I am also contemplating the tricky issue of private property. I was disappointed in the toothless National Register “Does and Does Not” list. While it’s wonderful that the register identifies places and “encourages their preservation”, I was dismayed that it has no power to protect or guarantee preservation. In true American fashion, the Register does not, “restrict the rights of private property owners in the use, development, or sale of privately owned historic property.” (p. 49) What then is the point? If we are not going to actually fight the good fight, why bother identifying those places at all? I was particularly irked by Tyler’s assertion that “it was politically necessary to leave such control (federal government protection) out of the original act.” (p. 50) I’m exposing my radicalism, but I believe that once artifacts and places mature past a certain point, they should enter into the public domain and should be removed from private ownership in order to be enjoyed by all. It is no different than classic literature.
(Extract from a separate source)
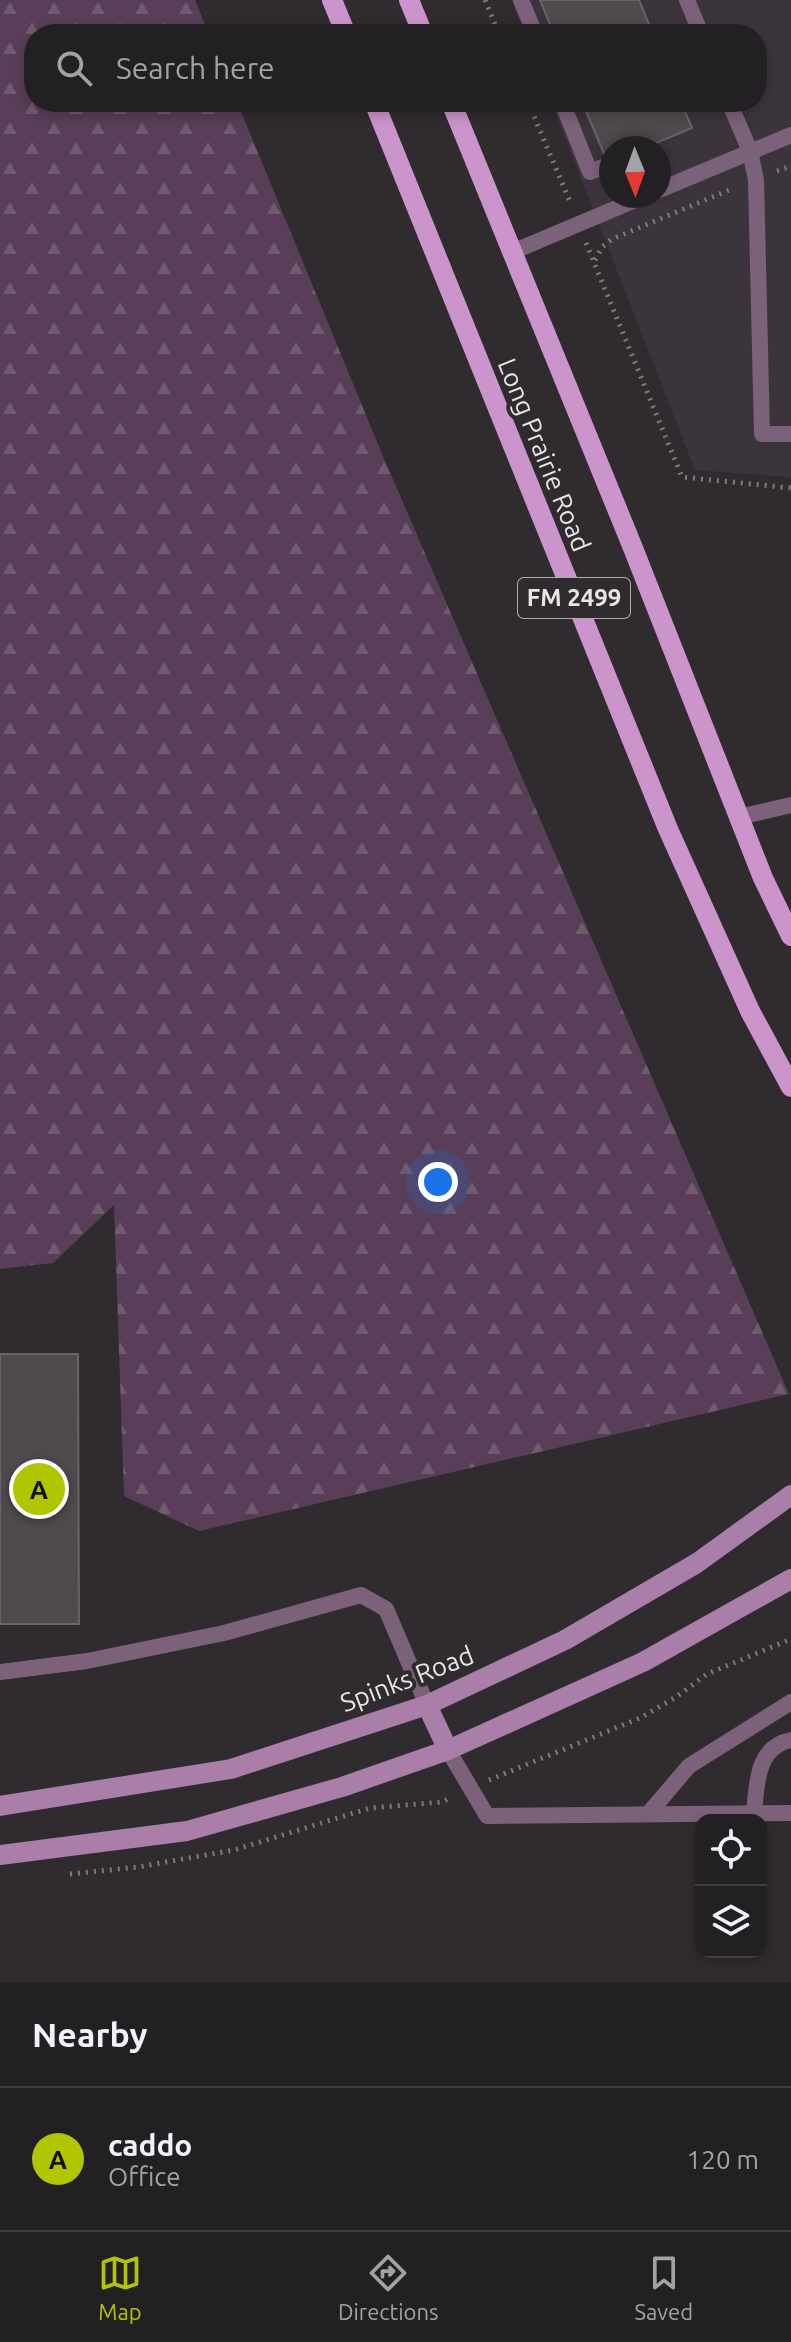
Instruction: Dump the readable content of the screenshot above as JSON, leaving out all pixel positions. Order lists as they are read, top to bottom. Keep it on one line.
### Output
{"streets":{"main road":["Long Prairie Road","FM 2499","Spinks Road"]},"north":"bottom","page":{"search":"Search here","pins":"A","heading":"Nearby","list":[{"mark":"A","name":"caddo","note":"Office","value":"120 m"}],"nav":["Map","Directions","Saved"]}}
I know. That will never happen. But I’d like to see preservation have a little more punch and power. Had we had that in Boise, we might not have lost so many fantastic historic buildings downtown to the gharish mall renovation in the 1970’s or seen so much gentrification and renconstruction of historic districts like the North End or Warm Springs.

Historic Preservation and Boise

In Historic Preservation’s introduction, the authors’ talk of a movement from “quantitative to the qualitative” in order to “preserve our built heritage because it represents who we are as a people” (15). While recognizing this link between buildings, history and people, I would expound further that part of what makes a building aesthetically important is its symbolism. I am thinking of structures that to the eye are not necessarily grand or imposing, the O’Farrell Cabin or the Pierce Courthouse, but whose fundamental crudeness embody simplicity conjoined with the precariousness of survival in pioneer times, yet simultaneously they also symbolize the advent of Euro-American expansion, subjugation of the indigenous way of life and the exploitation of nature. Europe emptied its “excess” populations into America to observe the biblical injunction to be “fruitful, and multiply, and replenish the earth, and subdue it: and have dominion over the fish of the sea, and over the fowl of the air, and over every living thing that moveth upon the earth.” And by God we did so.

O’Farrell Cabin (Boise, built 1863) O'Farrell2

Pierce Courthouse (Shoshone County, built 1862)pierce_old

The text also gives an overview of two competing ur-theories of preservation. I understand the criticism of Viollet-le-Duc’s restoration methods that allowed for reconstruction with a lot of artistic license “not based on the original design,” but using what he esteemed appropriate, however I also like the creativity it allows (20). And while agreeing with Ruskin that there is grandeur, a sense of ancient nexus in untouched ruins, perhaps his vision is overly romantic in an unpractical fashion. As the text suggests there is a middle ground in this tension depending upon the building or structure, and the subjective taste of persons and period.

The explanation on page 81 was helpful to me in understanding why, sometime in my life, homes in Boise that had always been described as “Victorian,” suddenly at least to me, began to be described as “Queen Anne.” Apparently, there is little historical link to Queen Anne (R. 1702-14), but the term Victorian is reserved for “the period of Queen Victoria’s reign not a style.” Chastise yourself accordingly.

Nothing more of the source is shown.